Locate the string "Burnley" throughout the material and copy every line in which it occurs.
== RECORDS
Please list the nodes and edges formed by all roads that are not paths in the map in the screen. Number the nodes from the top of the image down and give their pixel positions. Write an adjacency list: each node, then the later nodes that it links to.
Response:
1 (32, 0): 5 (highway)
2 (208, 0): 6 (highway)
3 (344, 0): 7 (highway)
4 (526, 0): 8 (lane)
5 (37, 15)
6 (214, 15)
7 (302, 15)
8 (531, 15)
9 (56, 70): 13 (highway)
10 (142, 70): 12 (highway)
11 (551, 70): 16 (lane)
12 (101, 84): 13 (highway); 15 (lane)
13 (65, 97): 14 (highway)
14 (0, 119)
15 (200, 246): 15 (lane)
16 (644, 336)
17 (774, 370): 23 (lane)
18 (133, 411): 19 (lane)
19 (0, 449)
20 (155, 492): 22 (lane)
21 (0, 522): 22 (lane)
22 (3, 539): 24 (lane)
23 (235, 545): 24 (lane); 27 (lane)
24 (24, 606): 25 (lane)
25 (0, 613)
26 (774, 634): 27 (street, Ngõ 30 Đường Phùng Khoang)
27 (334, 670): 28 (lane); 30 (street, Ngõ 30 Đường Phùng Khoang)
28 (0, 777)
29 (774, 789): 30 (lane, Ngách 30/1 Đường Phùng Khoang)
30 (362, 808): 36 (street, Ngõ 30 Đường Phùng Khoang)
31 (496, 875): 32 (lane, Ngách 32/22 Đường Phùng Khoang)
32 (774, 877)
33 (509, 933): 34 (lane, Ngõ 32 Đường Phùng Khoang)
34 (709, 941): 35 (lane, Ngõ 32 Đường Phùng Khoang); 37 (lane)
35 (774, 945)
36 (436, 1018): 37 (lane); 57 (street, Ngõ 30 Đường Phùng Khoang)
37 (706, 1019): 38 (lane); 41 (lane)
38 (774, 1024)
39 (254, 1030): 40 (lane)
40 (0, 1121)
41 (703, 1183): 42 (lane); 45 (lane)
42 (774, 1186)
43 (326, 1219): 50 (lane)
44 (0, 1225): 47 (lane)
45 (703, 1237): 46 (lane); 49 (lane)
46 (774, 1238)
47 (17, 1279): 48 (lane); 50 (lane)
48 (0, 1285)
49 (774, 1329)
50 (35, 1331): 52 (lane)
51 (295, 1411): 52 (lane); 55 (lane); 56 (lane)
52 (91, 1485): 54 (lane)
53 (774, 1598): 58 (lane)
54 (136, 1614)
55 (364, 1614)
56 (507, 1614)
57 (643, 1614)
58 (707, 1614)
====
== RECORDS
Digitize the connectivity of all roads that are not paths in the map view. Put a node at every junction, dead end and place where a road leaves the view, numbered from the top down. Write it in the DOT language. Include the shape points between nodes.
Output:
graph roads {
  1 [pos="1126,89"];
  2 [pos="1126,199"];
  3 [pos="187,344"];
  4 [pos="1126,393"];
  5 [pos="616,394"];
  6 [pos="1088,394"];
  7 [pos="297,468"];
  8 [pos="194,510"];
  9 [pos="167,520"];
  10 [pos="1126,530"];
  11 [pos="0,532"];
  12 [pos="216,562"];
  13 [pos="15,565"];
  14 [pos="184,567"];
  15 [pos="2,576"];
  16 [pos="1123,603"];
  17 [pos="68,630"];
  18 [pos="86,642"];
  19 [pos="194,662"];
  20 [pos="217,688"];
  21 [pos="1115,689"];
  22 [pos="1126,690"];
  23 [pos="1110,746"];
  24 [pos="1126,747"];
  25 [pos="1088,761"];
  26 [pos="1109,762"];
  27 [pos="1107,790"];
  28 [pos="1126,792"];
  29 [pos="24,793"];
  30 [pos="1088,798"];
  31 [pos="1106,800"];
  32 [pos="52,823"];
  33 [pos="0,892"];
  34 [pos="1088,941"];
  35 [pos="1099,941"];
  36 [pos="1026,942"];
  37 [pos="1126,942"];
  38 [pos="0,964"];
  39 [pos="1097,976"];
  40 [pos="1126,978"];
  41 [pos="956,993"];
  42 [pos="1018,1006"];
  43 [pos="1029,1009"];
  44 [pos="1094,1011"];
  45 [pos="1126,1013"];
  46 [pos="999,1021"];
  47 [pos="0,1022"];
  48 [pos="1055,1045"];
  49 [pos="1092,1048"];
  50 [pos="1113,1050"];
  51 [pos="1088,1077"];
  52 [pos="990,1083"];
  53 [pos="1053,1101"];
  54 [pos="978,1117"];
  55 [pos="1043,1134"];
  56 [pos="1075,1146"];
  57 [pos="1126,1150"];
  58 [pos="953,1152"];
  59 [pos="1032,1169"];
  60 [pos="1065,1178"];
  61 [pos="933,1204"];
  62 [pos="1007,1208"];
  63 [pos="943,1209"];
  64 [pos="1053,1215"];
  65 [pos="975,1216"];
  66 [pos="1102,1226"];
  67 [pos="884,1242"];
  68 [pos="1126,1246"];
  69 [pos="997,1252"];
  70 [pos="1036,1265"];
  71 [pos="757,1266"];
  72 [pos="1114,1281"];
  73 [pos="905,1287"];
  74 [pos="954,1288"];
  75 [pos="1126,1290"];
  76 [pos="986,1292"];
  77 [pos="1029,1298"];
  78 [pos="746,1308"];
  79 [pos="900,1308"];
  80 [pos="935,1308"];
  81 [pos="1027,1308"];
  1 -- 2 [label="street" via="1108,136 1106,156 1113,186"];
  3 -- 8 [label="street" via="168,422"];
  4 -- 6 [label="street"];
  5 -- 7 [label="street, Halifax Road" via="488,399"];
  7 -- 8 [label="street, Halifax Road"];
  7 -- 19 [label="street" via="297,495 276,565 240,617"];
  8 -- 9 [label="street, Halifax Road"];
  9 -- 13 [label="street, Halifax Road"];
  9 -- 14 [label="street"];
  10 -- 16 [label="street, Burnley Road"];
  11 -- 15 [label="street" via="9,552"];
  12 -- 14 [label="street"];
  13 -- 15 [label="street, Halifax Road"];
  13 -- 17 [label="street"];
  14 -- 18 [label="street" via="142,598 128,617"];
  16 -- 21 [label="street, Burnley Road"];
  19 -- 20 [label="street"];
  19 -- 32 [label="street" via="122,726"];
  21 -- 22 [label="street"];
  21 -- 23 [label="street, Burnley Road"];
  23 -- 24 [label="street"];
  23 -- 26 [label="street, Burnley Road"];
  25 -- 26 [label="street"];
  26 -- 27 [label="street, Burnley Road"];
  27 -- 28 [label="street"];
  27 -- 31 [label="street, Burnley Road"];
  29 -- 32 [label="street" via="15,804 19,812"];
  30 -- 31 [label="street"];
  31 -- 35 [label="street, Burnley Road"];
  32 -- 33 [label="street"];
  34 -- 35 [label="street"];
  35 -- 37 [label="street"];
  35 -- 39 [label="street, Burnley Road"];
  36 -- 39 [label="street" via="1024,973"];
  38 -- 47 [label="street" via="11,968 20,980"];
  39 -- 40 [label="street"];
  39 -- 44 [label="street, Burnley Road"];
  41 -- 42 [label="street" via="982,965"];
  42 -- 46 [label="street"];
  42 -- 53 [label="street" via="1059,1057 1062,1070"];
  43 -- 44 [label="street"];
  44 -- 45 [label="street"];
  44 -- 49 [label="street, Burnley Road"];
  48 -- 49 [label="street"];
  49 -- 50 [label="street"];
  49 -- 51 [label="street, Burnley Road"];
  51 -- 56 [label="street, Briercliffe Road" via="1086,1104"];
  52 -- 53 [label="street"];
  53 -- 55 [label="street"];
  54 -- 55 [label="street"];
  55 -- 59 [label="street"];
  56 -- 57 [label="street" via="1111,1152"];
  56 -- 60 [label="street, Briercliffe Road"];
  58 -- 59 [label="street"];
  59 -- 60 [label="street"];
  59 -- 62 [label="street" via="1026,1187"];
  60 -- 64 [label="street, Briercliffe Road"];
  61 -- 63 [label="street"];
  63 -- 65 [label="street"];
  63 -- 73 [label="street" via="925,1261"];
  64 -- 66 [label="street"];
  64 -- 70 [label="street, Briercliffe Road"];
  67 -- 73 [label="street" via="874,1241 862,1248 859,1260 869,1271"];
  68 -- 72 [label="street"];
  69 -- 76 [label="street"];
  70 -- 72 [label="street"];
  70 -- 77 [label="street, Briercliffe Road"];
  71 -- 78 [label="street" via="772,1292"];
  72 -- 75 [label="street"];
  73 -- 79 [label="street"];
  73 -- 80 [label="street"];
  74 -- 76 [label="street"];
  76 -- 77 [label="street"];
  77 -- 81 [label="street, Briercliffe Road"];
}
====
== RECORDS
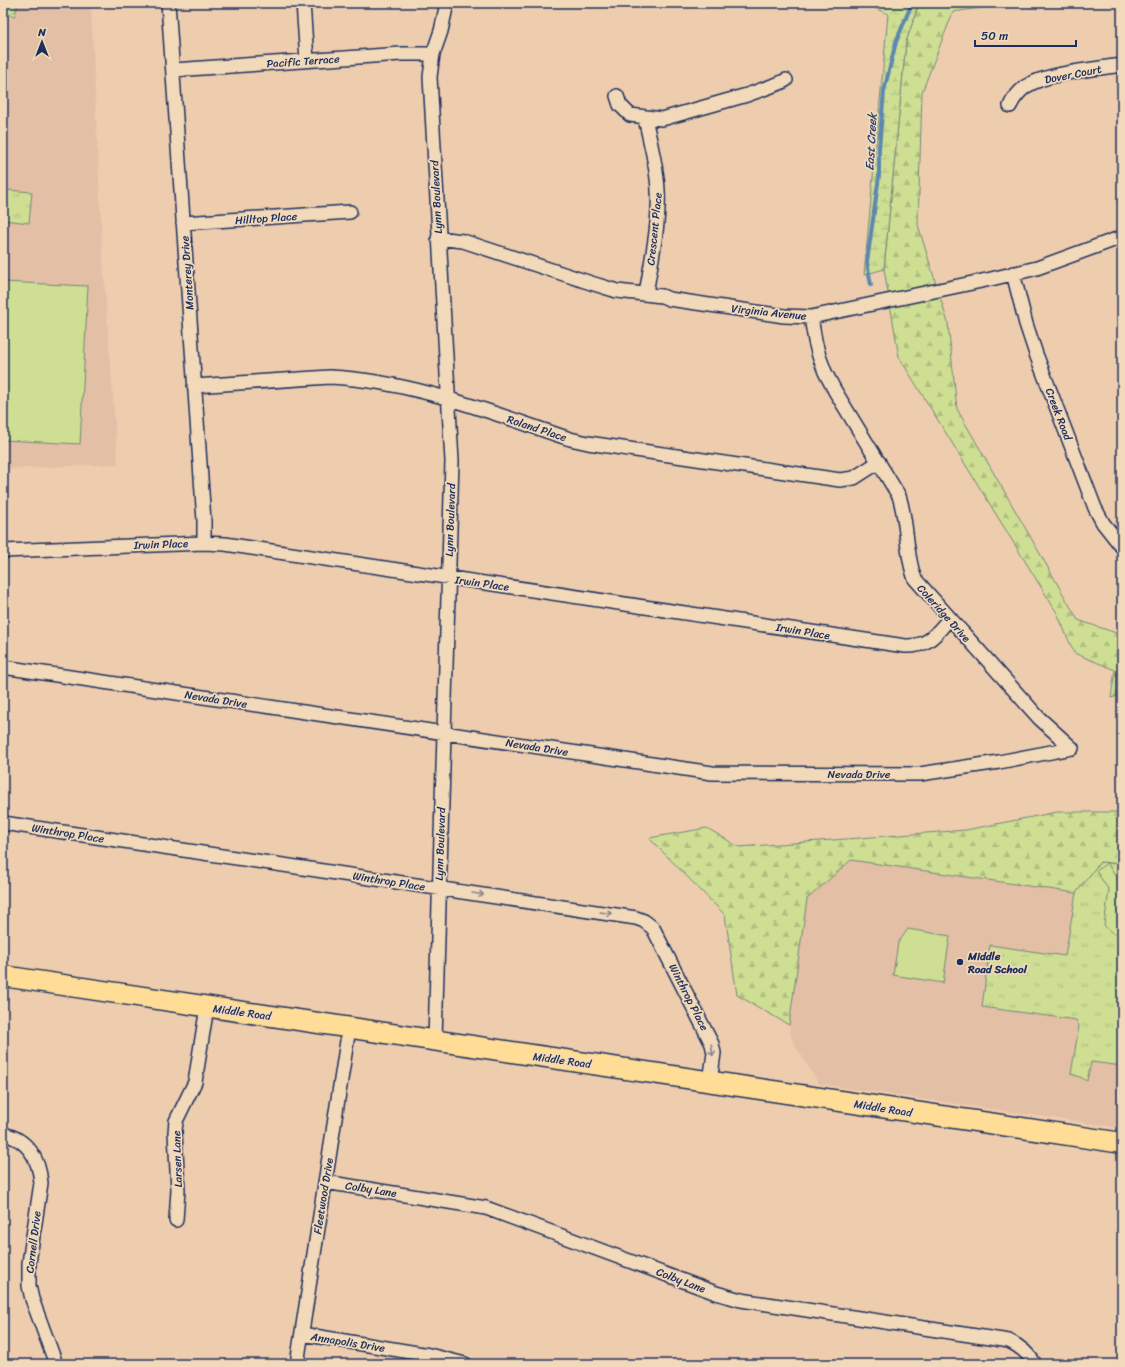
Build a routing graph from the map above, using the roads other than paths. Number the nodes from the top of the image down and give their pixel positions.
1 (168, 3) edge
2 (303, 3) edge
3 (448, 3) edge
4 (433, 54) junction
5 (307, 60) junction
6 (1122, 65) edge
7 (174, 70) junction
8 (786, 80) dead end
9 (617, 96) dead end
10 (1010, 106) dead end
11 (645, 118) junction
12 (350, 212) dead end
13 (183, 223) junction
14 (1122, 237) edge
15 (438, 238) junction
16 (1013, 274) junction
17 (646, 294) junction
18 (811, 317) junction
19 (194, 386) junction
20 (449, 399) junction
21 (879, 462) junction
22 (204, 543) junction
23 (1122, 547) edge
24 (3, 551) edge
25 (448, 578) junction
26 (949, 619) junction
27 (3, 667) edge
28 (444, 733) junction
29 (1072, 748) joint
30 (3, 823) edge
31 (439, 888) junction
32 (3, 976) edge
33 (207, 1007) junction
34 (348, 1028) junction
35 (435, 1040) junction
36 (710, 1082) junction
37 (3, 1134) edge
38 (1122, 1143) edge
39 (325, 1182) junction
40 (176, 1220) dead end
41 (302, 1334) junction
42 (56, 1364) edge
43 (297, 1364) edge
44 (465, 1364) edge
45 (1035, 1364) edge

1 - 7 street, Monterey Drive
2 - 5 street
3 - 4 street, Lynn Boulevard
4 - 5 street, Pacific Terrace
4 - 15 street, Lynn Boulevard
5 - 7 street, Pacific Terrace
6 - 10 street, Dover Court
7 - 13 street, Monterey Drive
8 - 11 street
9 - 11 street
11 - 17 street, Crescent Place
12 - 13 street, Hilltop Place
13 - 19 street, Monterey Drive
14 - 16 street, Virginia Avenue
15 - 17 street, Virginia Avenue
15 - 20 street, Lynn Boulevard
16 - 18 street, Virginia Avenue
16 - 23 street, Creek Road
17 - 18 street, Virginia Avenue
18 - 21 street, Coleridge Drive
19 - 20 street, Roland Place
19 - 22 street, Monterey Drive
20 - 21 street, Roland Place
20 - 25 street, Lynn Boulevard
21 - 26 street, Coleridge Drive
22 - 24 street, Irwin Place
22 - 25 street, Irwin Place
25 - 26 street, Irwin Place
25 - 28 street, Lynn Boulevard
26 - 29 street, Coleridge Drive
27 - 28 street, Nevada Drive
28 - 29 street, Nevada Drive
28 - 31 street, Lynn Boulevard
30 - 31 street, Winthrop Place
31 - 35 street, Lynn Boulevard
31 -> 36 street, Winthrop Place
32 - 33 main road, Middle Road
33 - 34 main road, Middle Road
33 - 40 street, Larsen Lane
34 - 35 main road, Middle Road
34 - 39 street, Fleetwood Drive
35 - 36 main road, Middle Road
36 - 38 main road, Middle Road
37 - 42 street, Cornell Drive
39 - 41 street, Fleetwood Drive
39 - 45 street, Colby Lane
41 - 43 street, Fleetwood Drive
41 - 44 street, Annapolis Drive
====
• ANSWER BELOW:
  10 -- 16 [label="street, Burnley Road"];
  16 -- 21 [label="street, Burnley Road"];
  21 -- 23 [label="street, Burnley Road"];
  23 -- 26 [label="street, Burnley Road"];
  26 -- 27 [label="street, Burnley Road"];
  27 -- 31 [label="street, Burnley Road"];
  31 -- 35 [label="street, Burnley Road"];
  35 -- 39 [label="street, Burnley Road"];
  39 -- 44 [label="street, Burnley Road"];
  44 -- 49 [label="street, Burnley Road"];
  49 -- 51 [label="street, Burnley Road"];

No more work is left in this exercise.